● What is required
The expected output is each line below containing "Coker", copied in full.

[Stored items]
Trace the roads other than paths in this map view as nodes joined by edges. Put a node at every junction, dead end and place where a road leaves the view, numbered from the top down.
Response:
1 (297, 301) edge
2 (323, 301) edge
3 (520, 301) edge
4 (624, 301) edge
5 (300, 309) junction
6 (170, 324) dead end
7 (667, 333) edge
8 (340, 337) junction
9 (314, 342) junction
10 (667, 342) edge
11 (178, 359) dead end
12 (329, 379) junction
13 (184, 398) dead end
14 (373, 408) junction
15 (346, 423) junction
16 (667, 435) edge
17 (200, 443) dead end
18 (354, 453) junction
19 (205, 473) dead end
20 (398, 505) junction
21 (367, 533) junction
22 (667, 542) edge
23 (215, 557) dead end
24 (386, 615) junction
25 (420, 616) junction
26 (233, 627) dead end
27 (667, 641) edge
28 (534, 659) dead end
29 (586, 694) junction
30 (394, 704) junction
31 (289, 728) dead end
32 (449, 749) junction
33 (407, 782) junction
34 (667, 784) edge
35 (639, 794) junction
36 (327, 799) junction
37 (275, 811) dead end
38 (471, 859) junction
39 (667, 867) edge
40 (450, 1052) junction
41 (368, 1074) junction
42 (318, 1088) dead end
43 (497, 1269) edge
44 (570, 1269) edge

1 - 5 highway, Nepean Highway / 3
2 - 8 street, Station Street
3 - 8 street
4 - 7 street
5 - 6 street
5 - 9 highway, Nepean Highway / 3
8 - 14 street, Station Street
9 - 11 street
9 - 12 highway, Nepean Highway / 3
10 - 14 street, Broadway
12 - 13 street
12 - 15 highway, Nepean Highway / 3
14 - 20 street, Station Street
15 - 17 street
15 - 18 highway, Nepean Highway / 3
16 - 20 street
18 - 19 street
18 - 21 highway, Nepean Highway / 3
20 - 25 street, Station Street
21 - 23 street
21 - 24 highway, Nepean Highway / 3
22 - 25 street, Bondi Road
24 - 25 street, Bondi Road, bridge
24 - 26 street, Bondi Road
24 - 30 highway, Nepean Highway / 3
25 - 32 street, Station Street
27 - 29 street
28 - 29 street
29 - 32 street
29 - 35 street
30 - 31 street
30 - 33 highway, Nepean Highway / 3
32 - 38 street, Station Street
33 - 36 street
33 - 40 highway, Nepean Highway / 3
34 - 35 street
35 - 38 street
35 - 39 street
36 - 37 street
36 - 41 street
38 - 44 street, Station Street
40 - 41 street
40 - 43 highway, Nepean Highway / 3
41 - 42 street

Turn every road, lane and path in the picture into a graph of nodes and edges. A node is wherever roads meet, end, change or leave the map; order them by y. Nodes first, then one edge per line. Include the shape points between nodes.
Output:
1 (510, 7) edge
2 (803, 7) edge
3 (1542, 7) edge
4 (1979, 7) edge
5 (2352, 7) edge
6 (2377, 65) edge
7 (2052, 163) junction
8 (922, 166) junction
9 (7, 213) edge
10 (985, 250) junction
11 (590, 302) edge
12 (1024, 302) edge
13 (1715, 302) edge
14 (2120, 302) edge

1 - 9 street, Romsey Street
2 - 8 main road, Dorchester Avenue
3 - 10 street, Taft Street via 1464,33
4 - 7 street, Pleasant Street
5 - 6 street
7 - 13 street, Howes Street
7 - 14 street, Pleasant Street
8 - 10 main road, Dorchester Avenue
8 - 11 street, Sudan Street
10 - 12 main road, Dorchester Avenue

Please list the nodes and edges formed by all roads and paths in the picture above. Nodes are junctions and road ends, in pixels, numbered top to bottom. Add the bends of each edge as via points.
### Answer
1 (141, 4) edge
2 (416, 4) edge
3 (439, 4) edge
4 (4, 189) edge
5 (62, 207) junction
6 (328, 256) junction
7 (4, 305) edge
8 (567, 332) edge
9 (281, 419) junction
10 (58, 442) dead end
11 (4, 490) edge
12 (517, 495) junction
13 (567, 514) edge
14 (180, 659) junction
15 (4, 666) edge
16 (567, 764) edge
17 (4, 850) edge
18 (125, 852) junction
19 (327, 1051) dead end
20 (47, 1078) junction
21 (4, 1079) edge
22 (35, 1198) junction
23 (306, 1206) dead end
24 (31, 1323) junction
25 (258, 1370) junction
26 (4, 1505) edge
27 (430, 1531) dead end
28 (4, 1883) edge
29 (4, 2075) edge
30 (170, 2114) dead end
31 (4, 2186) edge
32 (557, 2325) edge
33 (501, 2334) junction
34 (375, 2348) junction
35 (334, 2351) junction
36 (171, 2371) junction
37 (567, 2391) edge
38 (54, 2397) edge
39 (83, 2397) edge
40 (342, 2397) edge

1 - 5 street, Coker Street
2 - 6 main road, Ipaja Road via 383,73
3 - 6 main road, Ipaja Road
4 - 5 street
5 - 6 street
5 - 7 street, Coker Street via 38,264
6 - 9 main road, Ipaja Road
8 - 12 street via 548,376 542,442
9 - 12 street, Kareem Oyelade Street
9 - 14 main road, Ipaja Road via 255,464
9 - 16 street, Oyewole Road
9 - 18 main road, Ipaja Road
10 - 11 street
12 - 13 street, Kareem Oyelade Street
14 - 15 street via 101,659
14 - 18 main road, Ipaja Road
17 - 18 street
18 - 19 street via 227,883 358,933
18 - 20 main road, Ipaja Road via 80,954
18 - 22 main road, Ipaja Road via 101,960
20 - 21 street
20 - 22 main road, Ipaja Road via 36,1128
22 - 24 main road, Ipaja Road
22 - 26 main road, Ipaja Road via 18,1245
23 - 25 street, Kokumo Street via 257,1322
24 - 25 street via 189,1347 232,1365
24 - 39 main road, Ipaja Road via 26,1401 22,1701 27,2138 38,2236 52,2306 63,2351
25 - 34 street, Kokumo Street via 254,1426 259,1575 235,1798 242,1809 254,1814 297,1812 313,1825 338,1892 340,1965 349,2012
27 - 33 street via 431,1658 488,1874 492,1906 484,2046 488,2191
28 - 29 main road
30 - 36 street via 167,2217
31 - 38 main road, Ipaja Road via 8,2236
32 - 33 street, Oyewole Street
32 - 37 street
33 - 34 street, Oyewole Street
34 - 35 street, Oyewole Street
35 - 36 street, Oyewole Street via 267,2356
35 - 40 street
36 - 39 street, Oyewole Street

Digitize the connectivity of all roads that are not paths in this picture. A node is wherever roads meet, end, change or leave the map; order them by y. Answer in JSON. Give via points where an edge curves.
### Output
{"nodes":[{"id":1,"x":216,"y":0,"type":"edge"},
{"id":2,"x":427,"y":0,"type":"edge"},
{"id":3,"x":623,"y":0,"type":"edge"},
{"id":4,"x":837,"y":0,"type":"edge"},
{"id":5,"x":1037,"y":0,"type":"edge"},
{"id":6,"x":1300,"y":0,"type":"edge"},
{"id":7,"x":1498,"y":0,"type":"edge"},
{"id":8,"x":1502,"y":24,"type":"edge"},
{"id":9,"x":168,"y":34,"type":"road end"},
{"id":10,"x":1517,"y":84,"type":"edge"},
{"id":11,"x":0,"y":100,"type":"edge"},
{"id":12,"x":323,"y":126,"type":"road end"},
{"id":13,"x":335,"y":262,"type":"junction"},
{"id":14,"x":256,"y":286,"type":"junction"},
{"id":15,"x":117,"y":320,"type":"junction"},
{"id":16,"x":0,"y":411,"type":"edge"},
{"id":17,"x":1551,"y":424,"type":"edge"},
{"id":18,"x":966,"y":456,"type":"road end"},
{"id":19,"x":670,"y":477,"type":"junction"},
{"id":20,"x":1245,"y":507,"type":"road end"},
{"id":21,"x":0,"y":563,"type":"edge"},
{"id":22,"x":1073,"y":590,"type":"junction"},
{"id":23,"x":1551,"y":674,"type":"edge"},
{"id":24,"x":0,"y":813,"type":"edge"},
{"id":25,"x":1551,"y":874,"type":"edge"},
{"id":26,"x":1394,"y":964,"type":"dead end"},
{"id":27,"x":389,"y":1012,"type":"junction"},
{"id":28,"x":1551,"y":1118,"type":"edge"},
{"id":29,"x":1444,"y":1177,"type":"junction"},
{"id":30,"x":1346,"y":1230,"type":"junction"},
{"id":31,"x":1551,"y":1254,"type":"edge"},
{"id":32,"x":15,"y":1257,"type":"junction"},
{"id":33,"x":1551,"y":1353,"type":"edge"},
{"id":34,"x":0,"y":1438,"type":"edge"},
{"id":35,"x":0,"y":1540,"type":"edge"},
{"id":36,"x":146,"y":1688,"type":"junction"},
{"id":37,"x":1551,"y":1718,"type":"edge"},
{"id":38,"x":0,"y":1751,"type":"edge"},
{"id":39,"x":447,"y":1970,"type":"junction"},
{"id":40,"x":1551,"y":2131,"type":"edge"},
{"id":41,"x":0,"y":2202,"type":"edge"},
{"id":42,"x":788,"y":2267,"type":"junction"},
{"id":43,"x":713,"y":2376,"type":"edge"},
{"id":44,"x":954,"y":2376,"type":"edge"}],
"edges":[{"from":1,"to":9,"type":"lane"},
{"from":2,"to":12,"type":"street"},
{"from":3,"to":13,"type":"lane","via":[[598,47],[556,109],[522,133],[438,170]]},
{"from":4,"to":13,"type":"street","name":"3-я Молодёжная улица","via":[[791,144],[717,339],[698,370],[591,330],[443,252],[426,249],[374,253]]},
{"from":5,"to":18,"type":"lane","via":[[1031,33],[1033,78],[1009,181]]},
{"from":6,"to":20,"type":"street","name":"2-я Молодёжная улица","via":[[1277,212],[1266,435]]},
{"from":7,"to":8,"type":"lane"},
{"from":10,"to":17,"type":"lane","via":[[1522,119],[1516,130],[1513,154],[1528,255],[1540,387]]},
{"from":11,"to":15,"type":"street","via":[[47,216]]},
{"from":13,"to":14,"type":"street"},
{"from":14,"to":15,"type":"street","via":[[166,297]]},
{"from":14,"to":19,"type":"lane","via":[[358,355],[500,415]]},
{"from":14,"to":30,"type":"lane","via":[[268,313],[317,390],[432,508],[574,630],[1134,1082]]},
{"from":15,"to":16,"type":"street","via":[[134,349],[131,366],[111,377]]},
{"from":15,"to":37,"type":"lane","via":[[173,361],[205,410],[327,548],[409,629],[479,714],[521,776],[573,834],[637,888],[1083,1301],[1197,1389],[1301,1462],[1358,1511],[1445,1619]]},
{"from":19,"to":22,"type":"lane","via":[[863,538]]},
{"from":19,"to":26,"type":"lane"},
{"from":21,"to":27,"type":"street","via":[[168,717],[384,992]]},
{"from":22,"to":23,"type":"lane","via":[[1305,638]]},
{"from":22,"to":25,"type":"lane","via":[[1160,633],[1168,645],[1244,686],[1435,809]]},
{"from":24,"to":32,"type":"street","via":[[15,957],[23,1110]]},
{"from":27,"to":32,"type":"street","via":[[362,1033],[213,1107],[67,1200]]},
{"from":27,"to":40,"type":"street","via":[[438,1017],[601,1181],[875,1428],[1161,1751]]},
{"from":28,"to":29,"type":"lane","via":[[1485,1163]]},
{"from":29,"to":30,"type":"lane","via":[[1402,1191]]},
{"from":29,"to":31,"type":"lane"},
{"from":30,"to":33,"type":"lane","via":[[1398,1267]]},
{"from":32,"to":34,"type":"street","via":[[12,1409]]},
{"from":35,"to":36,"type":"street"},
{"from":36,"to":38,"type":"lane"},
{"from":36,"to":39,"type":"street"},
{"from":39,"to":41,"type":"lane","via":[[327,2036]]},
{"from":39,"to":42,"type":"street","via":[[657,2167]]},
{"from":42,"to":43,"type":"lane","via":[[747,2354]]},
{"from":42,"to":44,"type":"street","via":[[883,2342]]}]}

● Exercise result
1 - 5 street, Coker Street
5 - 7 street, Coker Street via 38,264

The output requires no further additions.